The pub crawl's organizer is accused of pocketing donations but residents and businesses have long had misgivings.
On what started as an otherwise uneventful spring day in New York City, thousands of residents last week received what they felt was an early Christmas present.
Stefan Pildes, organizer of SantaCon in New York City, was arrested on Wednesday morning for allegedly using hundreds of thousands from event-based charitable donations on his personal expenses, such as luxe vacations and "extravagant meals", Manhattan federal prosecutors said.
When news of the Pildes indictment broke, the social media reaction in a city known for progressive views on criminal justice reform and decarceration was filled with humor and schadenfreude. "LMAO" - internet slang for "laughing my ass off" - was one response, and "ahahahahahahahahahahaha" was another.
"You're telling me the worst thing that happens in NYC each year is also a con job?" one person commented. One BlueSky user posted: "Ladies and Gentlemen ... We got 'em."
That the name of an event now associated with alleged fraud counted "con" among its syllables only added to the irreverent chatter.
Indeed, many New York City denizens have for years felt that SantaCon NYC brings more vomitous menace than holiday merriment to Manhattan streets. The event, which traces its roots to street theater and urban exploration enthusiasts in San Francisco, is now a sprawling bar crawl during which tens of thousands of mostly young people in Santa, Mrs Claus and elf costumes descend on residential neighborhoods such as the East Village.
After years of frustration with the inevitabilities of mass day-drinking - such as boozy brawls and public urination - many fed-up New York City businesses started banning Santa-clad revelers from their establishments.
"You want people to be able to go to nightlife establishments to have a good time, but when there are lines around the block and people are just acting inappropriately in a neighborhood where people actually live, you want someone to do a better job managing the overall event," said the New York city council member Harvey Epstein, whose district includes SantaCon-affected neighborhoods such as the East Village.
"When you have events in New York City, the people who are running the events, it's controlled," Epstein said. "They are responsible, being respectful. SantaCon's just a free-for-all."
SantaCon nevertheless continued, under the auspices of charitable fundraising. Pildes sold tickets for $10 to $20 that granted access to SantaCon-sanctioned venues, and received up to a 25% cut of participating bars' sales, according to allegations in the indictment against him.
Pildes repeatedly represented that these proceeds went to charity and claimed he didn't receive any money from SantaCon or related entities, telling one venue that no producer "receives income from this event, this is a charity event", federal prosecutors allege.
While SantaCon events generated about $2.7m in proceeds from 2019 to 2024, Pildes "donated only a small fraction of the millions of dollars he raised for charity," prosecutors allege.
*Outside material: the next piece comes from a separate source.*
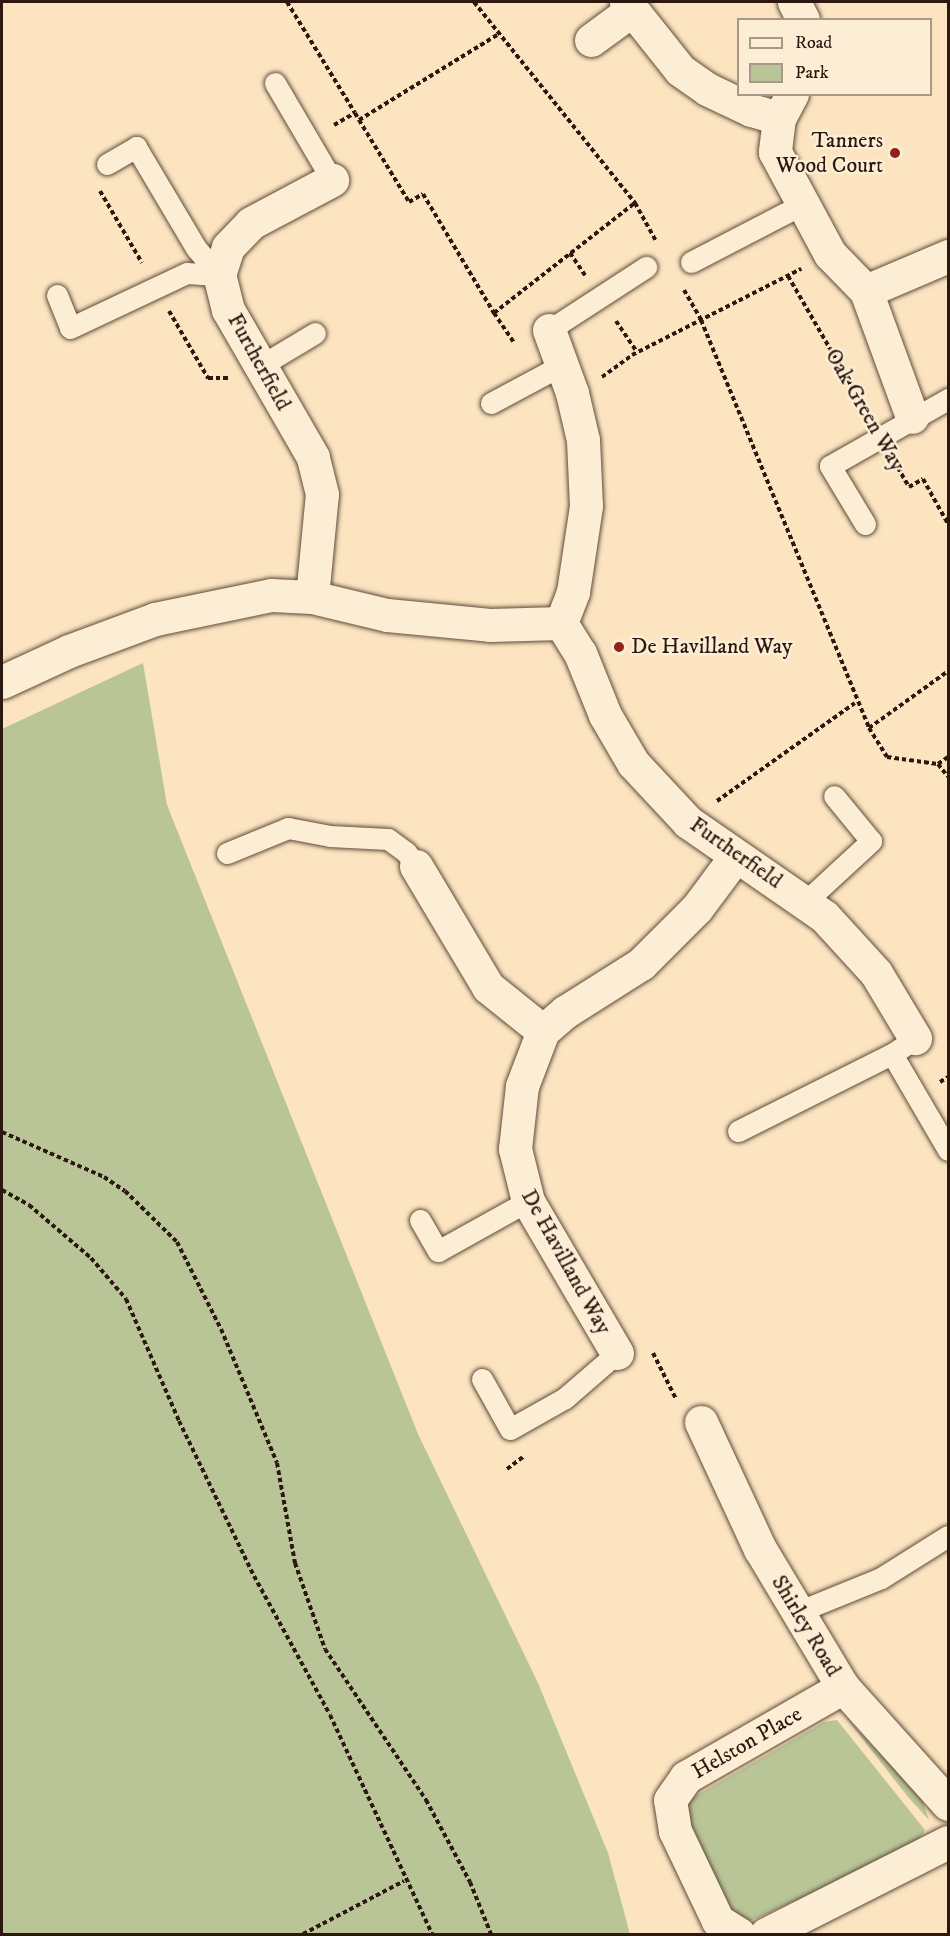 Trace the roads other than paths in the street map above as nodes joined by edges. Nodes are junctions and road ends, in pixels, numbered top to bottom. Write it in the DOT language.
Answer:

They claim that Pildes diverted more than half of this money to an entity he controlled "that had no public connection to SantaCon, where he used these funds freely to finance various personal ventures".
The Manhattan borough president, Brad Hoylman-Sigal, told the Guardian: "I'm not surprised about the charges, but I am surprised that it took so long for someone, for a prosecutor, to look under the hood of this organization."
Hoylman-Sigal also said: "I've been working to try to get SantaCon to follow a set of community guidelines since 2013, and when we first began that effort, they wouldn't even disclose who was their president or CEO. They called him 'Santa's Elf', and he remained anonymous.
"That gives you some indication as to the level of opaqueness and, frankly, just disregard and contempt that the organizers have had for the community since this nonsense first kicked off."
Another New York City council member, Virginia Maloney, whose district includes SantaCon hotspots such as the Midtown East and Murray Hill neighborhoods, quipped: "Many East Side residents have long complained about bad behavior around SantaCon and have thought the organizer belonged on the naughty list. Sounds like the southern district agrees with my constituents."
Hours after his arrest, Pildes appeared in federal court, where he entered a not guilty plea to one wire fraud count - which carries a maximum 20-year prison sentence. Pildes sported a black shirt and pants, perhaps pyjamas or loungewear given that he was arrested at 6.20am.
Judge Katharine Parker released Pildes on a $300,000 bond. Among the conditions of his release: Pildes was to have "no involvement ... in the promotion or organizing of the event called SantaCon".
As he left court, the stone-faced Pildes was met by a throng of reporters eager for answers about the alleged SantaCon scam. Asked if he expected a lump of coal for Christmas, Pildes did not respond.